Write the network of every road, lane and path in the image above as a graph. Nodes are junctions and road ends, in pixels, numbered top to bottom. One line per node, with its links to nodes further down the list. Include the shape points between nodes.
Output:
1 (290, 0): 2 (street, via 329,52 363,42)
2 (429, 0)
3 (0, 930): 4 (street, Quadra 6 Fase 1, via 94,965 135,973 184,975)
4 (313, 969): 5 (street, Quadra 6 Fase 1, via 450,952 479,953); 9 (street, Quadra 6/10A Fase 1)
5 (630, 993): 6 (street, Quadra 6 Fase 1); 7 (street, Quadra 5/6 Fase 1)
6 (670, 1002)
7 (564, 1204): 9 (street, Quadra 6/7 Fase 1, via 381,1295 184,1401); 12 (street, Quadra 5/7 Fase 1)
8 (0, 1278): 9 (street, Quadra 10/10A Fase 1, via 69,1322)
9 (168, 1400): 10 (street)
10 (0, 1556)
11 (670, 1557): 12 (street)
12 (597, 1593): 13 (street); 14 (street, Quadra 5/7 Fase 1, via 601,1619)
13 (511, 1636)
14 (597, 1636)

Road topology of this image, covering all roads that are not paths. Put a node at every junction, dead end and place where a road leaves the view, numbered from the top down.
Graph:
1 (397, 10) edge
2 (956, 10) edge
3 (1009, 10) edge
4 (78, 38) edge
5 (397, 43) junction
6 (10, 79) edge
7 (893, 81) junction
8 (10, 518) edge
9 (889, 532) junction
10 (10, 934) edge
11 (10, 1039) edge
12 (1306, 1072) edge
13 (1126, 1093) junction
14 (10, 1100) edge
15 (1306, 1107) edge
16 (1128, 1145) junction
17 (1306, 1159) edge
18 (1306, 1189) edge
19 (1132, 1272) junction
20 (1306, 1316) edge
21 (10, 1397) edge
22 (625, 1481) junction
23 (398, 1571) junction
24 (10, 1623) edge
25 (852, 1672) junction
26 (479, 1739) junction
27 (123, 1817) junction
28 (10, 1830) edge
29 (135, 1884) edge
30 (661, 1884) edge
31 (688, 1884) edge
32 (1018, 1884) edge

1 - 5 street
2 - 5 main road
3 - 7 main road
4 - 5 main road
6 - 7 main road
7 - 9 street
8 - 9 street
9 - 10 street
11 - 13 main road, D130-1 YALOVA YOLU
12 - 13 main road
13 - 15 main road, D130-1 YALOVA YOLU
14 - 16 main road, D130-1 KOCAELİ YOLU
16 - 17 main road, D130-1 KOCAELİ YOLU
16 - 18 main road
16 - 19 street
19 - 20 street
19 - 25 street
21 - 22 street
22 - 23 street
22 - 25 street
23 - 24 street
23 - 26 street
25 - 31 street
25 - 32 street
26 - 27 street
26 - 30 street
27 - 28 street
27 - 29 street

[What this task involves]: Reproduce each line of the material exactly as given.

[Answer box]:
Write the network of every road, lane and path in the image above as a graph. Nodes are junctions and road ends, in pixels, numbered top to bottom. One line per node, with its links to nodes further down the list. Include the shape points between nodes.
Output:
1 (290, 0): 2 (street, via 329,52 363,42)
2 (429, 0)
3 (0, 930): 4 (street, Quadra 6 Fase 1, via 94,965 135,973 184,975)
4 (313, 969): 5 (street, Quadra 6 Fase 1, via 450,952 479,953); 9 (street, Quadra 6/10A Fase 1)
5 (630, 993): 6 (street, Quadra 6 Fase 1); 7 (street, Quadra 5/6 Fase 1)
6 (670, 1002)
7 (564, 1204): 9 (street, Quadra 6/7 Fase 1, via 381,1295 184,1401); 12 (street, Quadra 5/7 Fase 1)
8 (0, 1278): 9 (street, Quadra 10/10A Fase 1, via 69,1322)
9 (168, 1400): 10 (street)
10 (0, 1556)
11 (670, 1557): 12 (street)
12 (597, 1593): 13 (street); 14 (street, Quadra 5/7 Fase 1, via 601,1619)
13 (511, 1636)
14 (597, 1636)

Road topology of this image, covering all roads that are not paths. Put a node at every junction, dead end and place where a road leaves the view, numbered from the top down.
Graph:
1 (397, 10) edge
2 (956, 10) edge
3 (1009, 10) edge
4 (78, 38) edge
5 (397, 43) junction
6 (10, 79) edge
7 (893, 81) junction
8 (10, 518) edge
9 (889, 532) junction
10 (10, 934) edge
11 (10, 1039) edge
12 (1306, 1072) edge
13 (1126, 1093) junction
14 (10, 1100) edge
15 (1306, 1107) edge
16 (1128, 1145) junction
17 (1306, 1159) edge
18 (1306, 1189) edge
19 (1132, 1272) junction
20 (1306, 1316) edge
21 (10, 1397) edge
22 (625, 1481) junction
23 (398, 1571) junction
24 (10, 1623) edge
25 (852, 1672) junction
26 (479, 1739) junction
27 (123, 1817) junction
28 (10, 1830) edge
29 (135, 1884) edge
30 (661, 1884) edge
31 (688, 1884) edge
32 (1018, 1884) edge

1 - 5 street
2 - 5 main road
3 - 7 main road
4 - 5 main road
6 - 7 main road
7 - 9 street
8 - 9 street
9 - 10 street
11 - 13 main road, D130-1 YALOVA YOLU
12 - 13 main road
13 - 15 main road, D130-1 YALOVA YOLU
14 - 16 main road, D130-1 KOCAELİ YOLU
16 - 17 main road, D130-1 KOCAELİ YOLU
16 - 18 main road
16 - 19 street
19 - 20 street
19 - 25 street
21 - 22 street
22 - 23 street
22 - 25 street
23 - 24 street
23 - 26 street
25 - 31 street
25 - 32 street
26 - 27 street
26 - 30 street
27 - 28 street
27 - 29 street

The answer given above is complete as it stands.